Practice 'business' to practice success

Published on: 
12/24/2007
Published on 12/24/07

Starting a new firm, several aspects of which we've discussed in our last four columns, is something quite distinct and separate from practicing law. It brings the lawyer face to face with what I have often called "the business of law."

The biggest mistakes most lawyers make when starting a new law firm inevitably involve a lack of good business practices. That encompasses a host of shortsighted errors, created by neglecting the key points we've made in this series: failure to grow your cash, failure to plan your infrastructure adequately, failure to create an effective marketing plan.

A book could be written about any of these issues, but I don't want to end this series with the implication that starting a new firm is too tough to do successfully. A growth plan for the new firm doesn't have to be complicated or cast in stone, just as an estate plan is not cast in stone.

A plan is a guide for the future, not a guarantor of that future. In such a plan, knowing what to avoid must be combined with knowing what to achieve in the future if the new firm is to be successful. There are ten common characteristics of successful law firms that I have uniformly observed in decades as a lawyer, coach, executive and consultant. In these firms the lawyers:

  1. Have a comprehensive business plan.

  2. Remember that the client comes first. Without clients, there is no reason for a lawyer to exist.
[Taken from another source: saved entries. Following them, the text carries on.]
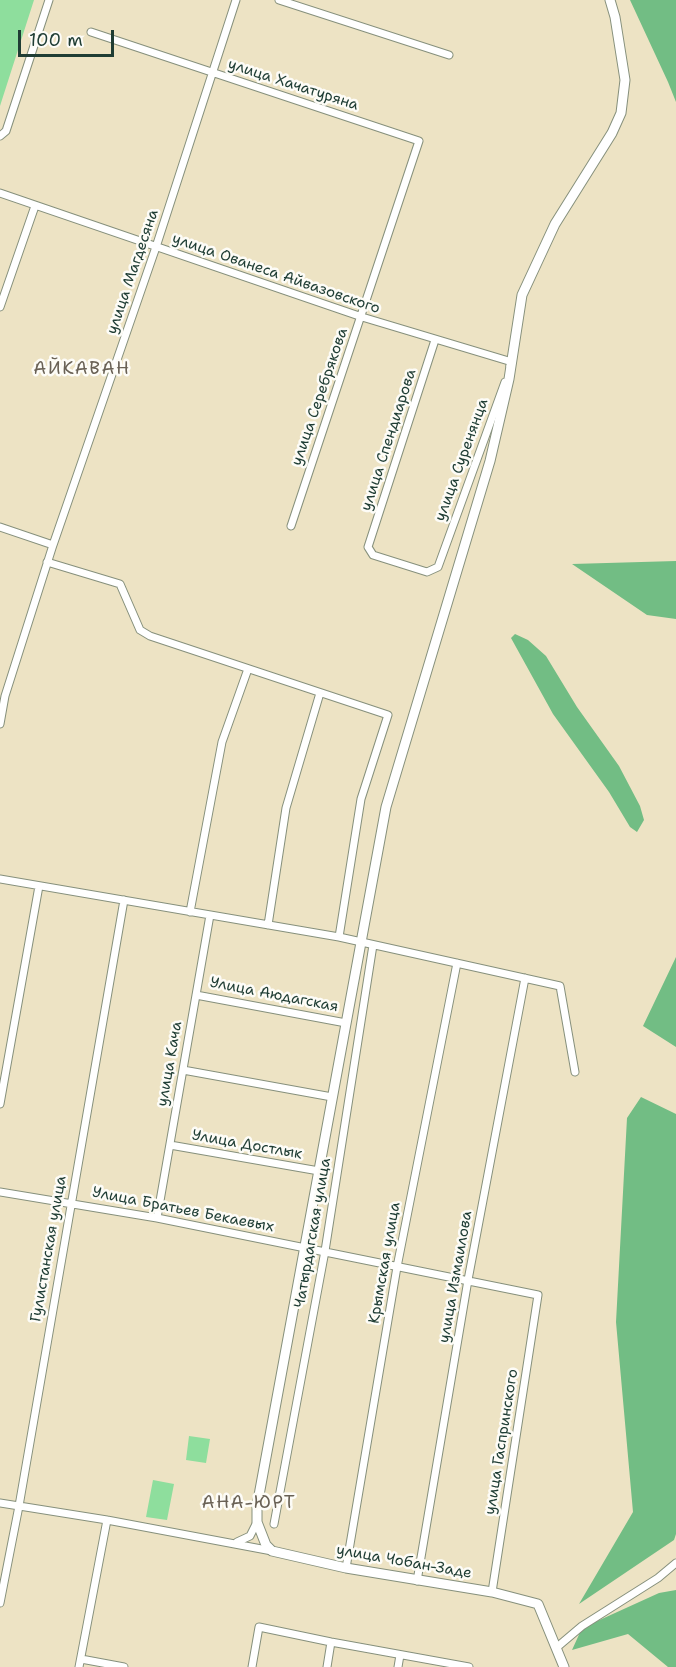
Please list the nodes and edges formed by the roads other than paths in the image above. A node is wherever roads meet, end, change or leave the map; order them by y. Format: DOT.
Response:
graph roads {
  1 [pos="49,0"];
  2 [pos="236,0"];
  3 [pos="279,0"];
  4 [pos="610,0"];
  5 [pos="91,32"];
  6 [pos="449,55"];
  7 [pos="213,72"];
  8 [pos="0,136"];
  9 [pos="419,141"];
  10 [pos="0,193"];
  11 [pos="35,206"];
  12 [pos="156,247"];
  13 [pos="0,307"];
  14 [pos="362,317"];
  15 [pos="435,340"];
  16 [pos="512,362"];
  17 [pos="291,526"];
  18 [pos="0,527"];
  19 [pos="53,545"];
  20 [pos="47,562"];
  21 [pos="438,567"];
  22 [pos="248,669"];
  23 [pos="320,693"];
  24 [pos="0,724"];
  25 [pos="0,879"];
  26 [pos="39,886"];
  27 [pos="124,900"];
  28 [pos="190,912"];
  29 [pos="210,915"];
  30 [pos="268,925"];
  31 [pos="339,937"];
  32 [pos="360,942"];
  33 [pos="374,945"];
  34 [pos="457,963"];
  35 [pos="525,978"];
  36 [pos="196,994"];
  37 [pos="346,1023"];
  38 [pos="183,1070"];
  39 [pos="575,1072"];
  40 [pos="332,1097"];
  41 [pos="0,1104"];
  42 [pos="170,1145"];
  43 [pos="319,1171"];
  44 [pos="0,1192"];
  45 [pos="71,1203"];
  46 [pos="157,1218"];
  47 [pos="305,1247"];
  48 [pos="325,1251"];
  49 [pos="398,1267"];
  50 [pos="468,1280"];
  51 [pos="538,1295"];
  52 [pos="0,1503"];
  53 [pos="19,1506"];
  54 [pos="107,1520"];
  55 [pos="257,1522"];
  56 [pos="274,1524"];
  57 [pos="228,1542"];
  58 [pos="269,1548"];
  59 [pos="676,1563"];
  60 [pos="346,1568"];
  61 [pos="417,1581"];
  62 [pos="492,1592"];
  63 [pos="0,1603"];
  64 [pos="331,1642"];
  65 [pos="556,1648"];
  66 [pos="400,1655"];
  67 [pos="80,1663"];
  68 [pos="123,1667"];
  69 [pos="252,1667"];
  70 [pos="327,1667"];
  71 [pos="398,1667"];
  72 [pos="469,1667"];
  73 [pos="564,1667"];
  1 -- 8 [label="street"];
  2 -- 7 [label="street, улица Магдесяна"];
  3 -- 6 [label="street"];
  4 -- 16 [label="main road"];
  5 -- 7 [label="street, улица Хачатуряна"];
  7 -- 9 [label="street, улица Хачатуряна"];
  7 -- 12 [label="street, улица Магдесяна"];
  9 -- 14 [label="street, улица Серебрякова"];
  10 -- 11 [label="street, улица Ованеса Айвазовского"];
  11 -- 12 [label="street, улица Ованеса Айвазовского"];
  11 -- 13 [label="street"];
  12 -- 14 [label="street, улица Ованеса Айвазовского"];
  12 -- 19 [label="street, улица Магдесяна"];
  14 -- 15 [label="street, улица Ованеса Айвазовского"];
  14 -- 17 [label="street, улица Серебрякова"];
  15 -- 16 [label="street, улица Ованеса Айвазовского"];
  15 -- 21 [label="street, улица Спендиарова"];
  16 -- 21 [label="street, улица Суренянца"];
  16 -- 32 [label="main road"];
  18 -- 19 [label="street"];
  19 -- 20 [label="street, улица Магдесяна"];
  20 -- 22 [label="street"];
  20 -- 24 [label="street, улица Магдесяна"];
  22 -- 23 [label="street"];
  22 -- 28 [label="street"];
  23 -- 30 [label="street"];
  23 -- 31 [label="street"];
  25 -- 26 [label="street"];
  26 -- 27 [label="street"];
  26 -- 41 [label="street"];
  27 -- 28 [label="street"];
  27 -- 45 [label="street, Гулистанская улица"];
  28 -- 29 [label="street"];
  29 -- 30 [label="street"];
  29 -- 36 [label="street, улица Кача"];
  30 -- 31 [label="street"];
  31 -- 32 [label="street"];
  32 -- 33 [label="street"];
  32 -- 37 [label="main road"];
  33 -- 34 [label="street"];
  33 -- 48 [label="street, Чатырдагская улица"];
  34 -- 35 [label="street"];
  34 -- 49 [label="street, Крымская улица"];
  35 -- 39 [label="street"];
  35 -- 50 [label="street, улица Измаилова"];
  36 -- 37 [label="street, Улица Аюдагская"];
  36 -- 38 [label="street, улица Кача"];
  37 -- 40 [label="main road"];
  38 -- 40 [label="street"];
  38 -- 42 [label="street, улица Кача"];
  40 -- 43 [label="main road"];
  42 -- 43 [label="street, Улица Достлык"];
  42 -- 46 [label="street, улица Кача"];
  43 -- 47 [label="main road"];
  44 -- 45 [label="street, Улица Братьев Бекаевых"];
  45 -- 46 [label="street, Улица Братьев Бекаевых"];
  45 -- 53 [label="street, Гулистанская улица"];
  46 -- 47 [label="street, Улица Братьев Бекаевых"];
  47 -- 48 [label="street, Улица Братьев Бекаевых"];
  47 -- 55 [label="main road"];
  48 -- 49 [label="street, Улица Братьев Бекаевых"];
  48 -- 56 [label="street, Чатырдагская улица"];
  49 -- 50 [label="street, Улица Братьев Бекаевых"];
  49 -- 60 [label="street, Крымская улица"];
  50 -- 51 [label="street, Улица Братьев Бекаевых"];
  50 -- 61 [label="street, улица Измаилова"];
  51 -- 62 [label="street, улица Гаспринского"];
  52 -- 53 [label="street"];
  53 -- 54 [label="street"];
  53 -- 63 [label="street, Гулистанская улица"];
  54 -- 57 [label="street"];
  54 -- 67 [label="street"];
  55 -- 57 [label="street"];
  55 -- 58 [label="main road"];
  57 -- 58 [label="street"];
  58 -- 60 [label="main road, улица Чобан-Заде"];
  59 -- 65 [label="street"];
  60 -- 61 [label="main road, улица Чобан-Заде"];
  61 -- 62 [label="main road, улица Чобан-Заде"];
  62 -- 65 [label="main road, улица Чобан-Заде"];
  64 -- 66 [label="street"];
  64 -- 69 [label="street"];
  64 -- 70 [label="street"];
  65 -- 73 [label="main road"];
  66 -- 71 [label="street"];
  66 -- 72 [label="street"];
  67 -- 68 [label="street"];
}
  3. Sell solutions ("provide value") to clients, not sell time as expressed in billable hours.

  4. Begin each matter with an engagement letter — a written agreement outlining the scope and responsibility of each party, including the client's responsibility to pay.

  5. Prepare budgets for each matter: tasks, events, timing and resources to be used for the benefit of the client. This requires early analysis and client signoff.

  6. Understand that their inventory is not "billable hours," it's the cash those hours represent, and they focus on collecting accounts receivable and maintaining a high realization rate.

  7. Practice effective cash flow management by getting funds into the bank as quickly as possible.

  8. Recognize that technology — e-mails, blogs, cell phones and voice mail — cannot replace personal relationships, personal integrity and rapport with clients.

  9. Work with a coach or mentor to achieve business and practice success more quickly.

  10. Have a disaster plan in place and keep it current. Business survival, business continuity and, ultimately, business succession cannot be left to chance.

Put all these lessons together with the tips from our previous discussions, and everything creates one fundamental message.

To have a successful new firm, view your practice as a business as well as a profession, and take a businesslike perspective to provide your clients with value. Doing that will ensure your new firm's long-term future.